Restoring seamonkey

Mikhail T. mi+t at aldan.algebra.com
Sun Mar 29 15:25:53 UTC 2020


On 28.03.20 20:47, Jan Beich wrote:
> Lack of the homework.

I really don't understand this, Jan... Let's replay:

 1. I wanted to install Seamonkey on a system I'm dressing up, and
    found, that the port is no longer available.
 2. I looked for the final commit-message, and found:
     1. it was deleted by you, last year;
     2. it was deleted for lack of updates.
 3. So, I looked at the upstream's site, and found, that they've made
    several releases since then, most recent -- last month.
 4. I then wrote you an e-mail inquiring, if the port can be restored...

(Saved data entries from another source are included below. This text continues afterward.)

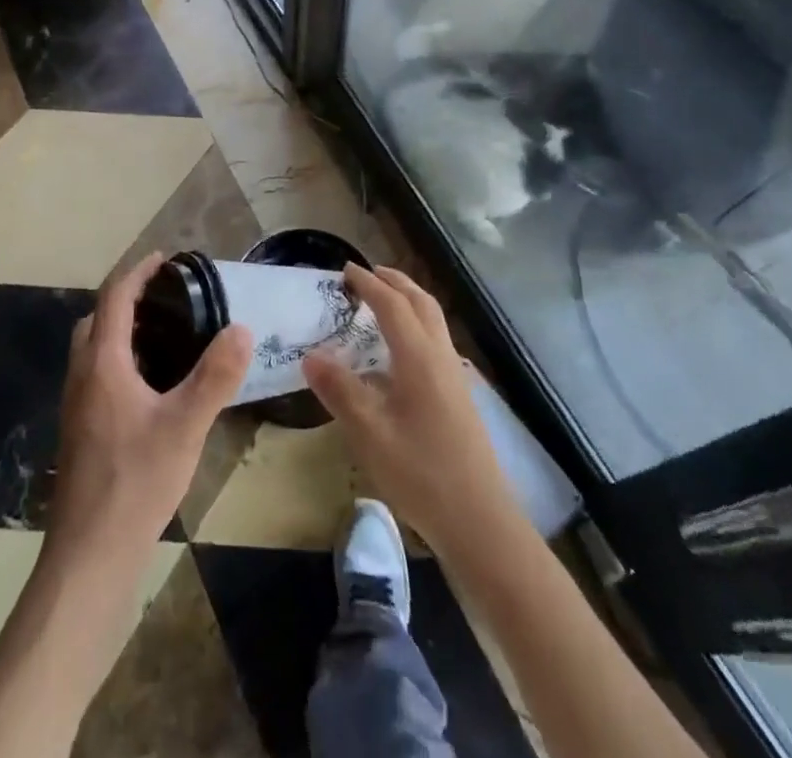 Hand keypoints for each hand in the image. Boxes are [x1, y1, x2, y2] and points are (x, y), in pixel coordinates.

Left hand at [48, 253, 252, 564]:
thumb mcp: (185, 426)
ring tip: (168, 335)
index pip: (114, 298)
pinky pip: (98, 374)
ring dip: (123, 330)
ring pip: (95, 349)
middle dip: (128, 299)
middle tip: (168, 298)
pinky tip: (154, 386)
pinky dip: (122, 359)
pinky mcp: (82, 430)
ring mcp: (78, 406)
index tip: (165, 258)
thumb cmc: (135, 482)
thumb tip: (241, 328)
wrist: (90, 555)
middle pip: (97, 319)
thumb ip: (215, 376)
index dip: (138, 272)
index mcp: (102, 364)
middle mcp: (82, 376)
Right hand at [303, 264, 518, 554]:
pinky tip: (400, 352)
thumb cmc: (422, 474)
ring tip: (384, 301)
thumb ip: (340, 390)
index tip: (344, 270)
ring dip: (409, 300)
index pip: (392, 305)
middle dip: (395, 282)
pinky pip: (436, 341)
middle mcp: (440, 356)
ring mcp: (455, 376)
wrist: (481, 521)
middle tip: (368, 273)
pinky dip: (417, 325)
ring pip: (433, 320)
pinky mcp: (460, 395)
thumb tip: (310, 355)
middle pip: (421, 302)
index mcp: (419, 357)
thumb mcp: (370, 434)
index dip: (368, 284)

Do the 2. and the 3. not qualify as "homework"? What more should I have 
done before approaching you for comment?

> Patches do the talking better.
So, you're angry at me for not doing the work, which you're trying to 
dissuade me from doing in the first place?

> According to SeaMonkey 2.53.1 release notes the engine was updated to
> Firefox 60.2ser with security fixes up to Firefox 72. Current version of
> Firefox is 74 while 75 is expected next week. Finding applicable
> vulnerabilities requires checking the code e.g., trying every fix
> against SeaMonkey tree but assuming some rebase churn.

So, your earlier statement about it still being vulnerable is not based 
on any such research, and cannot be substantiated?..

I guess, the port really can be restored...

>>> I'm only opposed on using Mk/bsd.gecko.mk and having gecko@ as the maintainer.
>> I understand the latter, but not the former. As long as gecko@ are not
>> responsible for it, what's wrong with still using bsd.gecko.mk?
> portmgr@ expects ports/ to not break ports maintained by others. Being
> forced to test and avoid breaking bsd.gecko.mk consumers that I don't
> maintain is exhausting.
I understand, what you mean, but do not accept this reasoning. Imagine 
sed-, sh-, or awk-maintainers taking the same attitude, for example... 
It is part of FreeBSD -- everyone can use it.
> Besides, the file has been planned for removal for months/years due to unnecessarily complicating maintenance.
This is a much better reason...
> See www/cliqz for an example of a Firefox fork that doesn't use bsd.gecko.mk.
Thanks for the pointer, never heard of cliqz before -- will definitely 
check out both the browser itself and the port.